It’s simple, ‘Lucidator ol’ boy… you find some Creationist - just head over to your local Junior College, there’s tons of them there - and listen to him rant and rave about how “The second law says that things tend to go to disorder rather than order” and such, and then you finally chime in and say, “Well, that only happens in a closed, predictable system, but Quantum Physics would rule out the possibility of the Universe, as a system, being predictable.” Then you watch them stammer for a few moments, then watch them explode. It’s quite a breathtaking sight, really.

Just be sure to bring goggles.

Tell that to an artillery sargeant. Quantum physics does not rule out the universe from being predictable. If it did, we couldn’t derive Hubble’s constant from Cepheid variables in galaxies. It merely rules out predicting how the subatomic particles of the universe, as particles in isolation, will behave. It’s a matter of scale. The quantum behavior of particles occurs within the context of electromagnetism and gravity. An isolated particle might go here, and an isolated particle might go there, but the molecules will go where EMG tell them to go.

From Entanglement, Thermodynamics and Doppler shift as Vector Energy:

Again, you aren’t going to win over these people by assuming they’re stupid rather than simply ignorant.

The best way to fight creationist pseudoscience?
A shotgun.

Anywhere this is illegal, use one of the other techniques mentioned.
(For those humor-impaired, I was nto serious with that first part)

And you wonder why a mere 0.7% of Americans consider themselves to be agnostic/atheist… Good luck with your “arguments”, people.

Yes.
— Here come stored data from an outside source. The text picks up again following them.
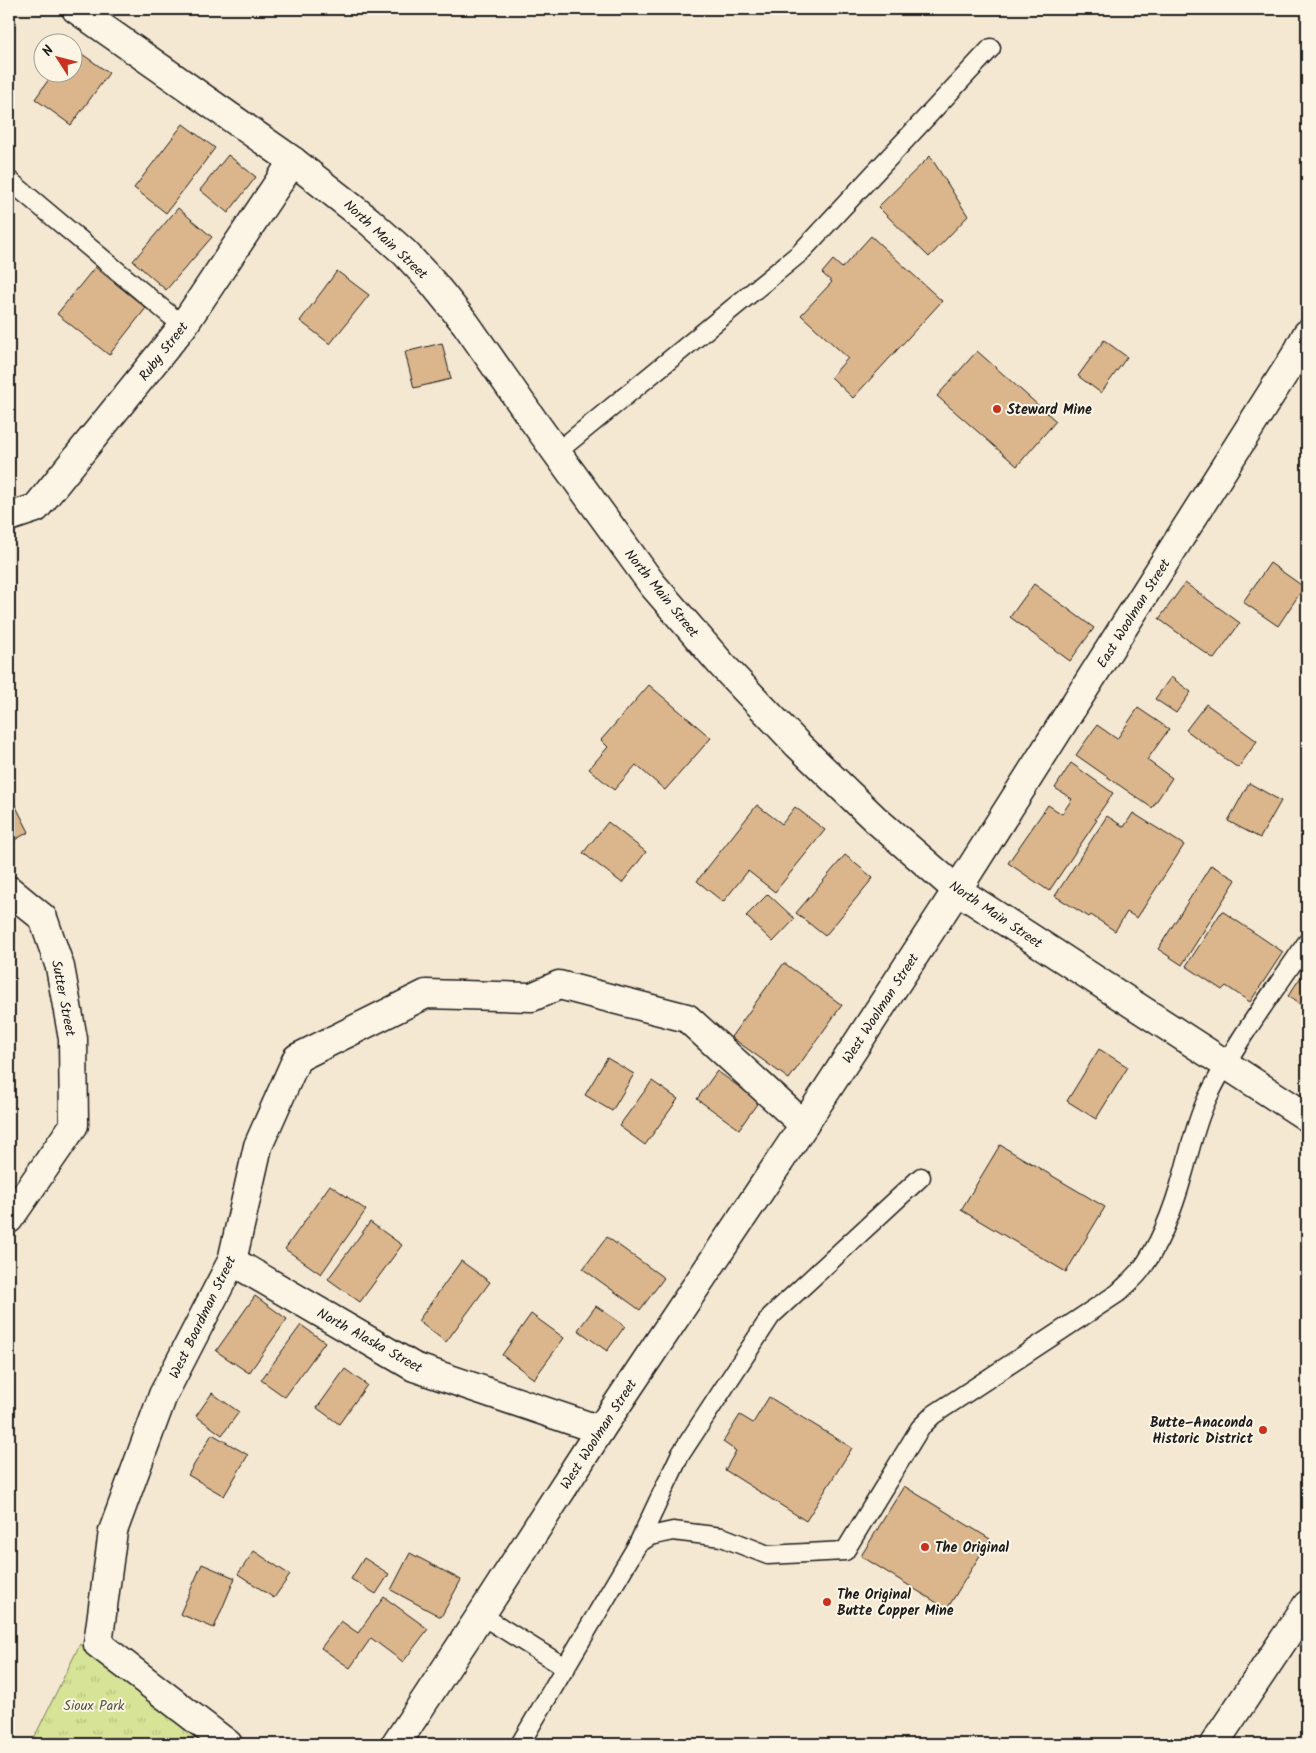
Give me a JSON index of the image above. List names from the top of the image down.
{
  "streets": {
    "street": [
      "North Main Street",
      "Ruby Street",
      "East Woolman Street",
      "Sutter Street",
      "West Woolman Street",
      "West Boardman Street",
      "North Alaska Street"
    ]
  },
  "crossings": [
    ["North Main Street", "Ruby Street"],
    ["North Main Street", "East Woolman Street"],
    ["North Main Street", "West Woolman Street"],
    ["East Woolman Street", "West Woolman Street"],
    ["West Woolman Street", "West Boardman Street"],
    ["West Woolman Street", "North Alaska Street"],
    ["West Boardman Street", "North Alaska Street"]
  ],
  "parks": ["Sioux Park"],
  "places": [
    "Steward Mine",
    "Butte–Anaconda Historic District",
    "The Original",
    "The Original Butte Copper Mine"
  ],
  "north": "top left"
}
The more thoroughly people are educated about the facts of evolution, the harder it is for them to believe the biblical version is literal truth.
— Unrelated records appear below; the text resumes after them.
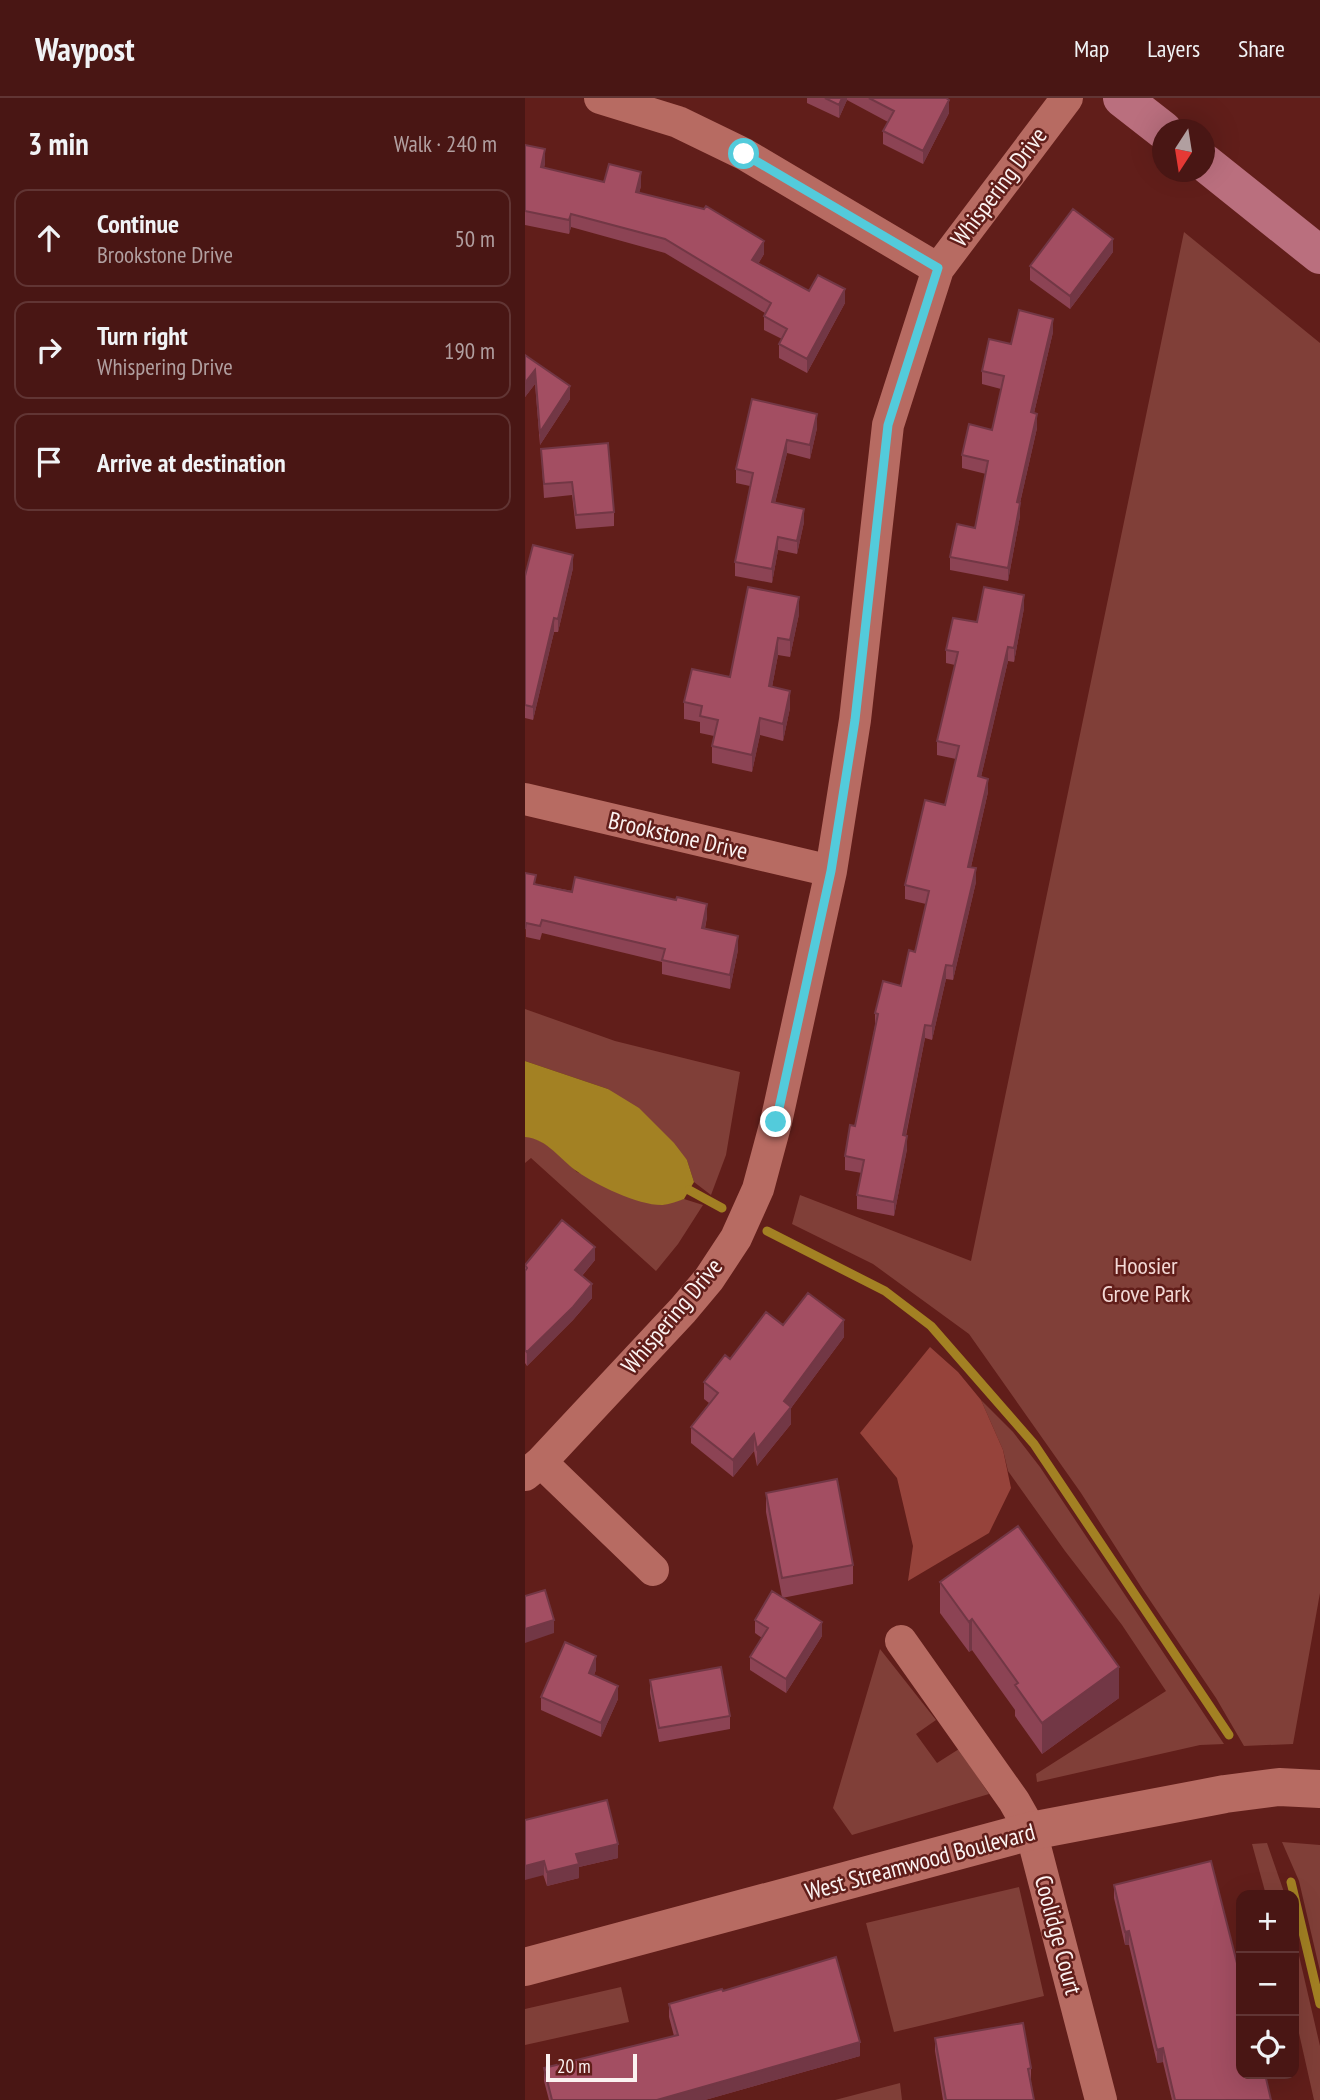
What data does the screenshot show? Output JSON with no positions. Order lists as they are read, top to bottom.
{
  "streets": {
    "street": [
      "Whispering Drive",
      "Brookstone Drive",
      "West Streamwood Boulevard",
      "Coolidge Court"
    ]
  },
  "crossings": [
    ["Whispering Drive", "Brookstone Drive"],
    ["West Streamwood Boulevard", "Coolidge Court"]
  ],
  "parks": ["Hoosier Grove Park"],
  "scale_bar": "20 m",
  "north": "bottom",
  "page": {
    "header": "Waypost",
    "nav": ["Map", "Layers", "Share"],
    "heading": ["3 min", "Walk · 240 m"],
    "list": [
      ["Continue", "Brookstone Drive", "50 m"],
      ["Turn right", "Whispering Drive", "190 m"],
      "Arrive at destination"
    ],
    "map_buttons": ["+", "−"],
    "scale": "20 m"
  }
}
Creation ‘scientists’ have to invent rediculous theories in order to refute evolution. They have decided that the Earth cannot be more than 10,000 years old. Unfortunately for them, all the scientific evidence points to a much greater age. As more evidence is collected, so their position must further weaken. But only people who are properly educated can be expected to understand this.

Scientists are doing a good job of expanding our knowledge of the universe. When an important discovery is made regarding evolution, the news media is usually quick to spread the word (if for no other reason than because they know it irks the creationists).
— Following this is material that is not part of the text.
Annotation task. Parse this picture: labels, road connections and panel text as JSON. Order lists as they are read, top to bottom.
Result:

evolutionists should not have to ‘argue their case’. The facts speak for themselves. The problem is that many people have not been well educated on evolution (or science in general), and therefore fall prey to the half-baked apologetic theories that creation ‘scientists’ peddle.

The reason creation ‘science’ exists is that certain believers see evolution as an attack on their faith. Therefore it is important for real scientists to present evidence of evolution in a neutral manner, without moralistic or religious overtones. You are not going to persuade a believer with arguments against their faith, but cold hard facts are difficult to ignore.

Libertarian: And you wonder why a mere 0.7% of Americans consider themselves to be agnostic/atheist… Good luck with your “arguments”, people.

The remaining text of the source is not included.